We all know that electronics has helped in hundreds of medical applications and been the driving force in the development of some groundbreaking equipment like magnetic resonance imaging and laser surgery. But despite these medical innovations, areas still remain in medical testing and evaluation that can only be described as archaic and uncomfortable for the patient.
One example of where technology continues to stand still involves those patients who require 24-hour monitoring to evaluate heart performance. Patients will tell you how uncomfortable it is to wear a heavy belted monitor around their waist for 24 hours.
So I was very interested when Belgian research centre IMEC sent me some information about its development of a battery-free, wireless two-channel EEG (electroencephalography or brain wave monitoring) system. A smart design aspect of the system is that it’s powered by a hybrid power supply—it uses the patient’s body heat coupled with ambient light.
The hybrid power supply combines a thermoelectric generator with silicon photovoltaic cells. This is integrated into a design that resembles headphones.
Understandably, the thermoelectric generators using body heat will show a drop in generated power when ambient temperatures drop, such as when the patient being goes outside. This is where the hybrid system’s photovoltaic cells come in. They counter this energy drop and ensure continuous power generation.

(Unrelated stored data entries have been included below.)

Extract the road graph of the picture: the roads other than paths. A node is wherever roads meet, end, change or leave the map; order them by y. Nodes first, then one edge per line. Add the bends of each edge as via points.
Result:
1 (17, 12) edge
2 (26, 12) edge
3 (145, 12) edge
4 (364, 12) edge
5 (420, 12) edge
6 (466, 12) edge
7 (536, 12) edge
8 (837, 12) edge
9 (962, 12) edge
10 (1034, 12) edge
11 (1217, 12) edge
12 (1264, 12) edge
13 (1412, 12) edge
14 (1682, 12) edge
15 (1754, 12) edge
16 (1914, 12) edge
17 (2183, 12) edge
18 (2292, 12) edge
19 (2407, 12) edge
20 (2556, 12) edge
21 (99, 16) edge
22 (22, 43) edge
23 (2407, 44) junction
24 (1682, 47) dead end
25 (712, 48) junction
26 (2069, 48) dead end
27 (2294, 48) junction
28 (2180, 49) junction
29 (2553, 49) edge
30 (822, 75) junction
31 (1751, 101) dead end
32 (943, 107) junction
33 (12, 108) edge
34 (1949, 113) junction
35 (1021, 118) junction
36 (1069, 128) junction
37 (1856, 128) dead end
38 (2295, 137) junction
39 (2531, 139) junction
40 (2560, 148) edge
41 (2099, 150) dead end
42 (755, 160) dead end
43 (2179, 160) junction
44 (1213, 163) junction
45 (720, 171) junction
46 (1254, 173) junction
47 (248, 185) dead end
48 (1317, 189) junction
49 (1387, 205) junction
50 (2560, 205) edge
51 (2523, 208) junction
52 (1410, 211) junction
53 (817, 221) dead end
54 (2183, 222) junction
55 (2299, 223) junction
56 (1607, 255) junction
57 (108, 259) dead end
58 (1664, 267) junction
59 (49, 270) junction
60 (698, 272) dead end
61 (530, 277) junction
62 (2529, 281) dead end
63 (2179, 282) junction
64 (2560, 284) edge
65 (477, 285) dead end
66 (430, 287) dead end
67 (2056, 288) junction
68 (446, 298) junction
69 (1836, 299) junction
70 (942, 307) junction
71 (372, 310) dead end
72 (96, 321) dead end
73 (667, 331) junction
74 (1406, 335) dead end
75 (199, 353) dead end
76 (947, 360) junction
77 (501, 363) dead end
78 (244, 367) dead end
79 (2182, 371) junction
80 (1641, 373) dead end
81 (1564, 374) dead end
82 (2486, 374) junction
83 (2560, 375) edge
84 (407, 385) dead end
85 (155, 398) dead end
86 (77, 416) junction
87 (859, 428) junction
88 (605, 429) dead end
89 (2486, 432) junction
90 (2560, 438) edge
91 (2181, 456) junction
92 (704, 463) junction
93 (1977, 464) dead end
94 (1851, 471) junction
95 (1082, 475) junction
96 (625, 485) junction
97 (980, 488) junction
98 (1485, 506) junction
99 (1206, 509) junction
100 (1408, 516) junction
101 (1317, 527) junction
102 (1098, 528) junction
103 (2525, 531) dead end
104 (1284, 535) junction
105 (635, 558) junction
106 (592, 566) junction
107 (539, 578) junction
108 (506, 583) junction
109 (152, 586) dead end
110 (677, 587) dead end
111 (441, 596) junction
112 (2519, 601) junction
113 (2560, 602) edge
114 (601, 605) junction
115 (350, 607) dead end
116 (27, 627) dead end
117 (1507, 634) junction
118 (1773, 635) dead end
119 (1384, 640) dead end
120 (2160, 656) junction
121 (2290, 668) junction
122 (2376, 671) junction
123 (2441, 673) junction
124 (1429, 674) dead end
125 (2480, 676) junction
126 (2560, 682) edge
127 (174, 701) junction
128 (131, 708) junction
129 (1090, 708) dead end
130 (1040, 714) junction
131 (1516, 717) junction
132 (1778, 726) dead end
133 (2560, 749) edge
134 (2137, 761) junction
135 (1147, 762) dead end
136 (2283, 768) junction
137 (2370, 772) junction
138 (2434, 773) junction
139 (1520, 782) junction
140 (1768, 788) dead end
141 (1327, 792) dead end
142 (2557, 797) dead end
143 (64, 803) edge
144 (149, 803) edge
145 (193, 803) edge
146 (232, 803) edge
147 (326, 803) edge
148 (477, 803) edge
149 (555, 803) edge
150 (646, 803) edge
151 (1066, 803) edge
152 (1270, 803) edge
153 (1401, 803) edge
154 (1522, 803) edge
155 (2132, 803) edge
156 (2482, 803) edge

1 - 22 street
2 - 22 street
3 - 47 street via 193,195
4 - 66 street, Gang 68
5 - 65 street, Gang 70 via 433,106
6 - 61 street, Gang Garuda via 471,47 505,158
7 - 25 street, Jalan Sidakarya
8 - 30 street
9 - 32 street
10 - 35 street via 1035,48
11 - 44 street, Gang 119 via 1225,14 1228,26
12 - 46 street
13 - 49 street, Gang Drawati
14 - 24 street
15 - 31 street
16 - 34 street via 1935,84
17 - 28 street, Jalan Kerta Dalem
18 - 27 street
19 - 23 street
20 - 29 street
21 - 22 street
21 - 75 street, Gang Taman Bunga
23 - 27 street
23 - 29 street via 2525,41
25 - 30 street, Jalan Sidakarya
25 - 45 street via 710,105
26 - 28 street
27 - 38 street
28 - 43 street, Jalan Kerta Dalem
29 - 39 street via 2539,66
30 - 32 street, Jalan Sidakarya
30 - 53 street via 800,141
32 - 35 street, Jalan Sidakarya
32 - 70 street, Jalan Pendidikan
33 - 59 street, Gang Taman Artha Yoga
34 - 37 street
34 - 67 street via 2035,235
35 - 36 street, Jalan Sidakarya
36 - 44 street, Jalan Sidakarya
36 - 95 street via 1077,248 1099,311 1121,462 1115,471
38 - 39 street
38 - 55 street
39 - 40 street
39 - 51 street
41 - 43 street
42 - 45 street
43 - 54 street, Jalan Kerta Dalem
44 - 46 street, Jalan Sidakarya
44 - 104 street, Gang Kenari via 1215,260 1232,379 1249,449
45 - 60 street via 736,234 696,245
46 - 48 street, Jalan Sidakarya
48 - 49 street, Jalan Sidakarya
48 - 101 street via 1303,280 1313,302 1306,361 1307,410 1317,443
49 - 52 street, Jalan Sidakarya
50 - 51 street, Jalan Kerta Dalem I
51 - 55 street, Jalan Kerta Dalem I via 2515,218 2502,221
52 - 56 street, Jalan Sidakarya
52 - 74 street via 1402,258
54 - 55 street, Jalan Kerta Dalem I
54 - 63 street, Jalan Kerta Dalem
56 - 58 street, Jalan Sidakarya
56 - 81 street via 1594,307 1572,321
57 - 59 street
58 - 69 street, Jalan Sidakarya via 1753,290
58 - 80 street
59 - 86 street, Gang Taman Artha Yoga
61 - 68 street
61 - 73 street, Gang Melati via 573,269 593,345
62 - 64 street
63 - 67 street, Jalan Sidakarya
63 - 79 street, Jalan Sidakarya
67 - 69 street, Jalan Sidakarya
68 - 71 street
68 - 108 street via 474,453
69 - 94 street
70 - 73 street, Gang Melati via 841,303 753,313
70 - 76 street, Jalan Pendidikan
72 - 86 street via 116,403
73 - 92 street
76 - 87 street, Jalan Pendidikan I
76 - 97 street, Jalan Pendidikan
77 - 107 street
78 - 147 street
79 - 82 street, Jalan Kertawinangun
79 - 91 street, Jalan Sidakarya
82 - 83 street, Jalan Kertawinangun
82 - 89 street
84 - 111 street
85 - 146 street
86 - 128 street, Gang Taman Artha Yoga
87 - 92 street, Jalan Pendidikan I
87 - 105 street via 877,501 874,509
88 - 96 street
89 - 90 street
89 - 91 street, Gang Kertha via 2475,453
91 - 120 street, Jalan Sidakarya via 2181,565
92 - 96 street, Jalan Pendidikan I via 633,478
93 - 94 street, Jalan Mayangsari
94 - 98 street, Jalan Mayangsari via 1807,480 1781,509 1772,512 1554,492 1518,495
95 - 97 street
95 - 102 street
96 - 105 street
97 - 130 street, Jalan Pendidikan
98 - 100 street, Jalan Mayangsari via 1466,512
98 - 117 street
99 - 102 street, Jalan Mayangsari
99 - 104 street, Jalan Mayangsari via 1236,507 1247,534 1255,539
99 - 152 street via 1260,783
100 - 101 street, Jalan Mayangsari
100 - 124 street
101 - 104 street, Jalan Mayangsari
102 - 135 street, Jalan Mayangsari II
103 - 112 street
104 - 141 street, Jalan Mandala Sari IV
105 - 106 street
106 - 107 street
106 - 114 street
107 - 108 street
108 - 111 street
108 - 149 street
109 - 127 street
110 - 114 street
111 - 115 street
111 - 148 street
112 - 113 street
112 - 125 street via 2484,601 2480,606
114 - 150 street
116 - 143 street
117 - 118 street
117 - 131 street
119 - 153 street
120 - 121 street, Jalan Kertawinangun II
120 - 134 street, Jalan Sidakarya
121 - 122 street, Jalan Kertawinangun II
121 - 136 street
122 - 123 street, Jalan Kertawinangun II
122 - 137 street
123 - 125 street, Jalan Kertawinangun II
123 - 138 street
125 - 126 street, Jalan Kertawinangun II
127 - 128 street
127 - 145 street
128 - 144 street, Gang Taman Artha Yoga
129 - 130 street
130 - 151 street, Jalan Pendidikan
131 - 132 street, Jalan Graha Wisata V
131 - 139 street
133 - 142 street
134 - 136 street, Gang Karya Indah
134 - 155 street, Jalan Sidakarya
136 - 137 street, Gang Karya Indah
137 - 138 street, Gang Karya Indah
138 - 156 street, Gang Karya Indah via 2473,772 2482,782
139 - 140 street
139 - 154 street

The thermoelectric generator in the system consists of six thermoelectric units made up from miniature commercial thermopiles. Each of the two radiators, on the left and right sides of the patient’s head, has an external area of 4 × 8cm2 that’s made of high-efficiency Si photovoltaic cells.
Furthermore, thermally conductive comb-type structures (so-called thermal shunts) are used to eliminate the thermal barrier between the skin and the thermopiles that’s caused by the person's hair on the thermoelectric generator.
So, what exactly will the monitoring system be used to check? Potential applications are detection of imbalance between the two halves of the brain, detection of certain kinds of brain trauma, and monitoring of brain activity.
A final point is that the EEG system uses IMEC's ultra-low-power biopotential readout ASIC to extract signals with micropower consumption. A low-power digital-signal-processing block encodes the extracted EEG data, which is sent to a PC via a 2.4GHz wireless radio link.